• _About this task_
Could you restate the whole listing below word for word, minus the pictures?

-- Input records follows --

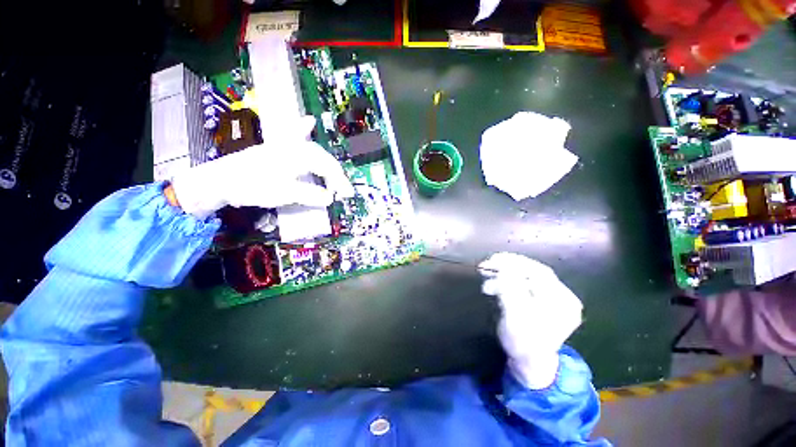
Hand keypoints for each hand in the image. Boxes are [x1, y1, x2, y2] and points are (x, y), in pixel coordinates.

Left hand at [172, 116, 354, 217]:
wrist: (220, 180)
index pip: (327, 167)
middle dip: (336, 174)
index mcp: (298, 155)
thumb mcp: (284, 194)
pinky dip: (303, 130)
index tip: (347, 195)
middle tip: (343, 191)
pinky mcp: (276, 148)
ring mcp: (284, 145)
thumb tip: (330, 198)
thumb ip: (310, 194)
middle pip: (323, 158)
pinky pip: (293, 136)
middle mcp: (294, 146)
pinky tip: (309, 122)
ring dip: (328, 163)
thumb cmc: (252, 186)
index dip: (340, 181)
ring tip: (336, 175)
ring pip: (314, 150)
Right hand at [479, 252, 582, 388]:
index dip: (515, 264)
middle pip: (534, 271)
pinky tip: (495, 279)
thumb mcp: (514, 320)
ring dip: (505, 271)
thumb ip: (510, 293)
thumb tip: (504, 269)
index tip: (494, 259)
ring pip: (528, 274)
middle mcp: (563, 296)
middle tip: (488, 262)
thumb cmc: (522, 344)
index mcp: (563, 303)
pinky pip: (526, 280)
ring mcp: (555, 296)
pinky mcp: (544, 296)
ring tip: (486, 273)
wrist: (529, 360)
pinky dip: (508, 277)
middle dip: (509, 265)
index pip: (539, 274)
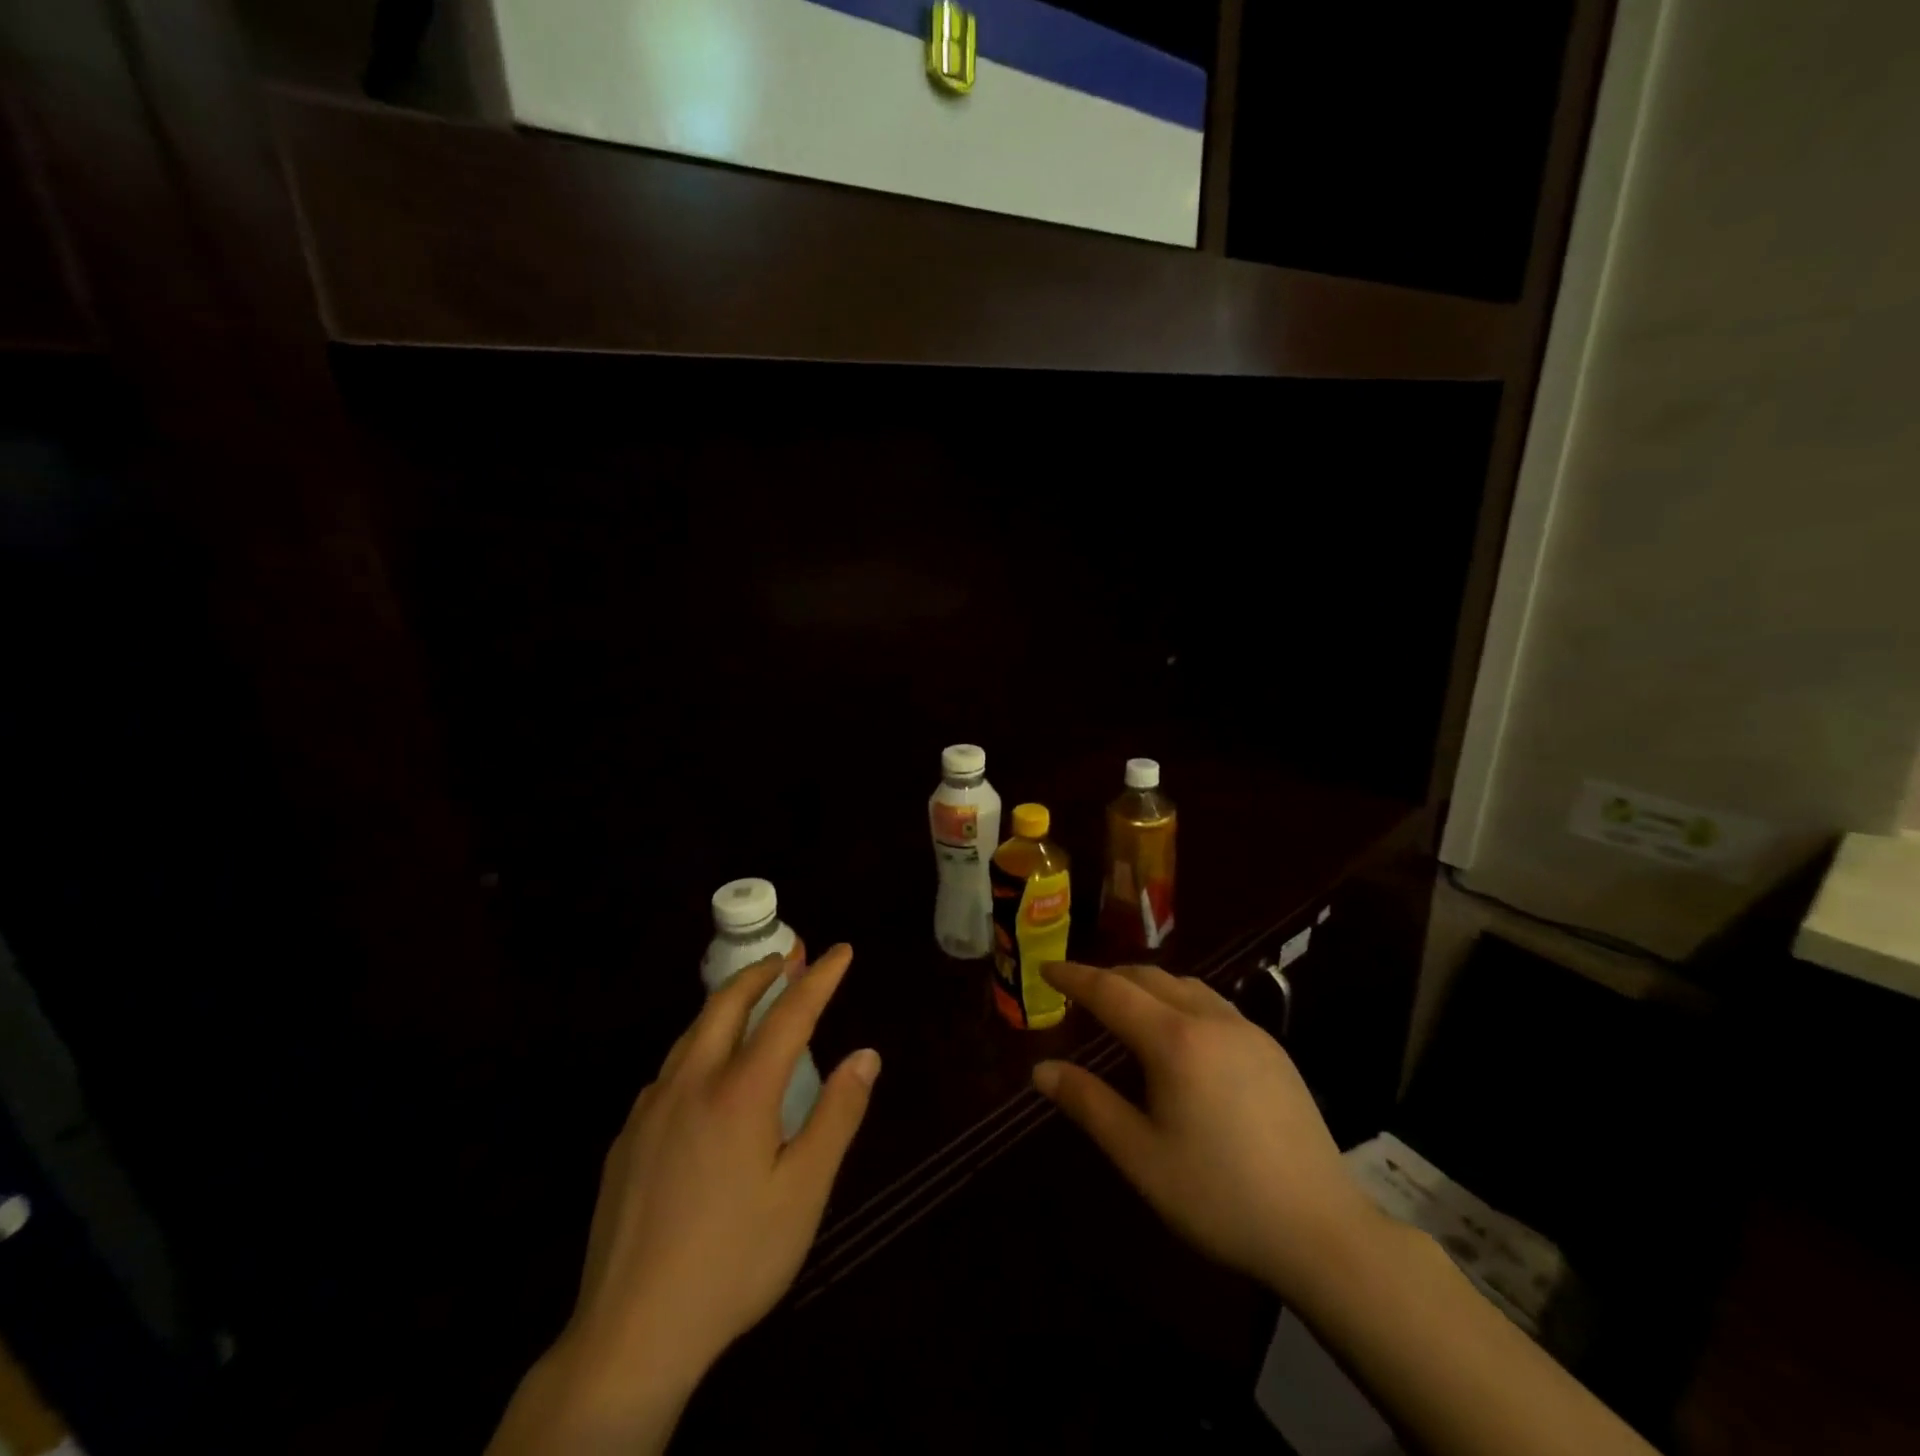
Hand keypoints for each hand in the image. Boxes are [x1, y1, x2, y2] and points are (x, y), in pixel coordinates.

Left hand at [489, 944, 878, 1454]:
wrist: (629, 1334)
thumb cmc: (734, 1259)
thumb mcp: (804, 1192)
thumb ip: (837, 1116)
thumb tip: (866, 1056)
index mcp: (741, 1091)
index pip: (789, 1014)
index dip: (819, 978)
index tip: (841, 951)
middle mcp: (692, 1083)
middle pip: (727, 1004)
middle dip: (762, 972)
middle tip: (790, 956)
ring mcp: (651, 1109)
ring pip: (691, 1032)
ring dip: (727, 1003)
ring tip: (752, 998)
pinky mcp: (626, 1139)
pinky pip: (670, 1070)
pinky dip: (698, 1046)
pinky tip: (705, 1074)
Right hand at [1031, 962, 1377, 1301]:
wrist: (1322, 1230)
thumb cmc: (1219, 1196)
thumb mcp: (1140, 1156)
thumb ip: (1088, 1104)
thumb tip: (1041, 1069)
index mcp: (1175, 1040)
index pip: (1111, 991)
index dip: (1075, 977)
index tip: (1046, 968)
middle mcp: (1211, 1019)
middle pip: (1149, 977)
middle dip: (1109, 976)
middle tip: (1078, 990)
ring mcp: (1248, 1031)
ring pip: (1185, 985)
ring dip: (1146, 984)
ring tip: (1123, 1004)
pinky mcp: (1272, 1049)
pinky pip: (1213, 1003)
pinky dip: (1180, 999)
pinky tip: (1179, 1031)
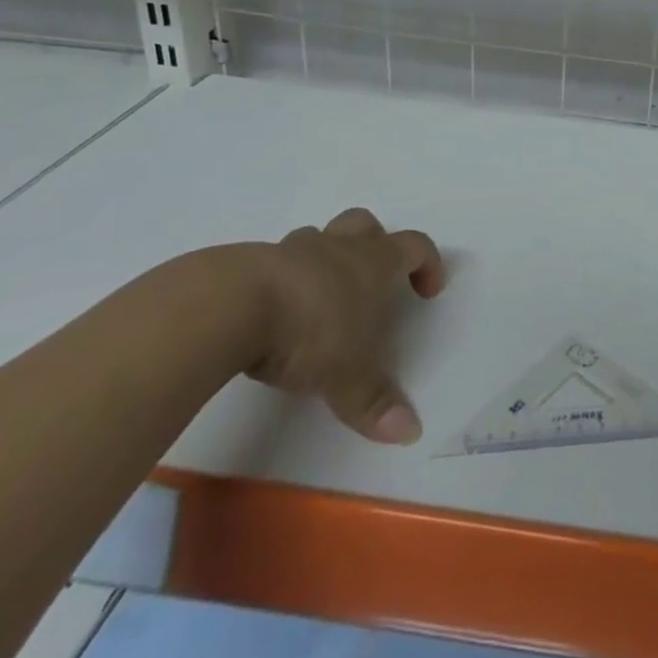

-- Input records concluded --

• _Exercise response_
Hand keypoints for each hand in the image. Boxes are [x1, y1, x2, y2] and points are (x, y), in pixel coordinates.

Left hand at [172, 116, 354, 217]:
wrist: (220, 180)
index pip: (327, 167)
middle dip: (336, 174)
index mcp: (298, 155)
thumb mcp: (284, 194)
pinky dip: (303, 130)
index tip: (347, 195)
middle tip: (343, 191)
pinky mcp: (276, 148)
ring mcp: (284, 145)
thumb tip: (330, 198)
thumb ip: (310, 194)
middle pip: (323, 158)
pinky pip: (293, 136)
middle mcp: (294, 146)
pinky tip: (309, 122)
ring dip: (328, 163)
thumb cmc: (252, 186)
index dip: (340, 181)
ring tip: (336, 175)
ring pip: (314, 150)
Right hand at [479, 252, 582, 388]:
index dip: (515, 264)
middle pip: (534, 271)
pinky tip: (495, 279)
thumb mcp: (514, 320)
ring dip: (505, 271)
thumb ip: (510, 293)
thumb tip: (504, 269)
index tip: (494, 259)
ring pip: (528, 274)
middle mcp: (563, 296)
middle tip: (488, 262)
thumb cmc: (522, 344)
index mcp: (563, 303)
pinky pip: (526, 280)
ring mcp: (555, 296)
pinky mcp: (544, 296)
ring tip: (486, 273)
wrist: (529, 360)
pinky dip: (508, 277)
middle dip: (509, 265)
index pip: (539, 274)
Hand keypoints for each hand in the image. Boxes are [x1, y1, x2, y2] and points are (x, y), in pixel coordinates.

Left hand at [489, 944, 878, 1454]:
wrist: (629, 1334)
thumb cmc: (734, 1259)
thumb mcp: (804, 1192)
thumb ip: (837, 1116)
thumb tip: (866, 1056)
index mcp: (741, 1091)
index pip: (789, 1014)
index dip: (819, 978)
index tip: (841, 951)
middle mcp: (692, 1083)
middle pip: (727, 1004)
middle dip: (762, 972)
middle tip: (790, 956)
ring mcp: (651, 1109)
ring pip: (691, 1032)
ring dip: (727, 1003)
ring tip: (752, 998)
pinky mcp: (626, 1139)
pinky pip: (670, 1070)
pinky dip: (698, 1046)
pinky tip: (705, 1074)
Right hand at [1031, 962, 1377, 1301]:
wrist: (1322, 1230)
thumb cmc: (1219, 1196)
thumb mcp: (1140, 1156)
thumb ip: (1088, 1104)
thumb tip: (1041, 1069)
index mcp: (1175, 1040)
index pip: (1111, 991)
index dip: (1075, 977)
index tip: (1046, 968)
middle mcp: (1211, 1019)
middle pip: (1149, 977)
middle dip: (1109, 976)
middle tip: (1078, 990)
ring mcp: (1248, 1031)
ring pip: (1185, 985)
ring dip: (1146, 984)
ring tip: (1123, 1004)
pinky mcp: (1272, 1049)
pinky pip: (1213, 1003)
pinky dip: (1180, 999)
pinky tip: (1179, 1031)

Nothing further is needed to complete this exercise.